The competitive story is murkier. MiniMax has rolled out updates with measured gains on coding benchmarks and agentic financial-analysis tasks. In the market's read, the Chinese AI model leadership baton has passed to Zhipu, the other high-profile Hong Kong-listed AI lab, according to Shanghai-based analyst Charlie Chai quoted in coverage of the rout. That reordering is harder to measure than a share-price chart, since model leadership is contested in benchmarks and product adoption that don't show up in tape.

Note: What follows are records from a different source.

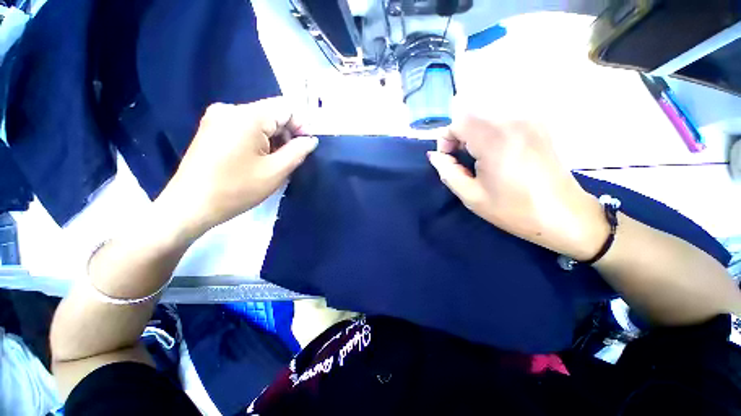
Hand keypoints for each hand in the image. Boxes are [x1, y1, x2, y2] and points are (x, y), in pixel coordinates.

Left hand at [157, 98, 317, 237]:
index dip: (301, 126)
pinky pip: (244, 128)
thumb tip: (311, 140)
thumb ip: (298, 151)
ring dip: (273, 139)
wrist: (190, 206)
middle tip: (292, 158)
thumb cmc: (237, 189)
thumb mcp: (276, 171)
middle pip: (271, 114)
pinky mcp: (211, 129)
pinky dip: (258, 141)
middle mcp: (230, 109)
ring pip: (259, 122)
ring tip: (276, 162)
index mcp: (247, 116)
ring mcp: (217, 118)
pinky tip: (258, 159)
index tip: (306, 147)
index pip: (286, 108)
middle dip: (287, 134)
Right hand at [428, 116, 608, 260]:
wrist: (564, 216)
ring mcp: (530, 120)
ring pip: (487, 116)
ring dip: (473, 134)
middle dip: (458, 135)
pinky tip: (496, 153)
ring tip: (478, 158)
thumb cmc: (513, 210)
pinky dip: (490, 132)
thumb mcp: (471, 196)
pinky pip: (504, 119)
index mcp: (496, 139)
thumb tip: (434, 156)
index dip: (446, 138)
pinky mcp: (539, 125)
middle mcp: (514, 121)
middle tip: (460, 160)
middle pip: (472, 115)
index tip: (448, 158)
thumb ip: (447, 172)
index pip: (459, 121)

Wednesday's lockup expiration is the more concrete catalyst. Pre-IPO investors and early backers become free to sell, expanding the float at exactly the moment supply is least welcome. The IPO raised about $619 million in January, and the post-IPO float is concentrated, so a small number of sellers can move the price disproportionately. The mechanics are well-rehearsed in Hong Kong listings, but they cut harder when the underlying thesis has already rolled over.
The supply event lands on a company constrained on the demand side, too. The Hong Kong stock exchange prospectus shows Alibaba holds roughly a 13.66% indirect stake in MiniMax, a relationship that doubles as a cloud-compute channel and a cap on how aggressively the smaller lab can source scarce AI training compute from third parties. For a company whose product is GPU-hours, that tradeoff sits at the center of the competitive question. The prospectus detail, not a third-party digest, frames Wednesday's print as a test of both float mechanics and structural compute access.
The read-through extends beyond MiniMax. Hong Kong has emerged as the listing venue of choice for Chinese AI model labs, with Zhipu and a queue of smaller developers following the same playbook of pricing access to dollar-denominated capital against a backdrop of US chip-export controls. A messy lockup print would lengthen the discount on subsequent Chinese AI listings; a clean one would compress it. The float event is a pricing test for the broader Chinese AI listing complex, not just one ticker.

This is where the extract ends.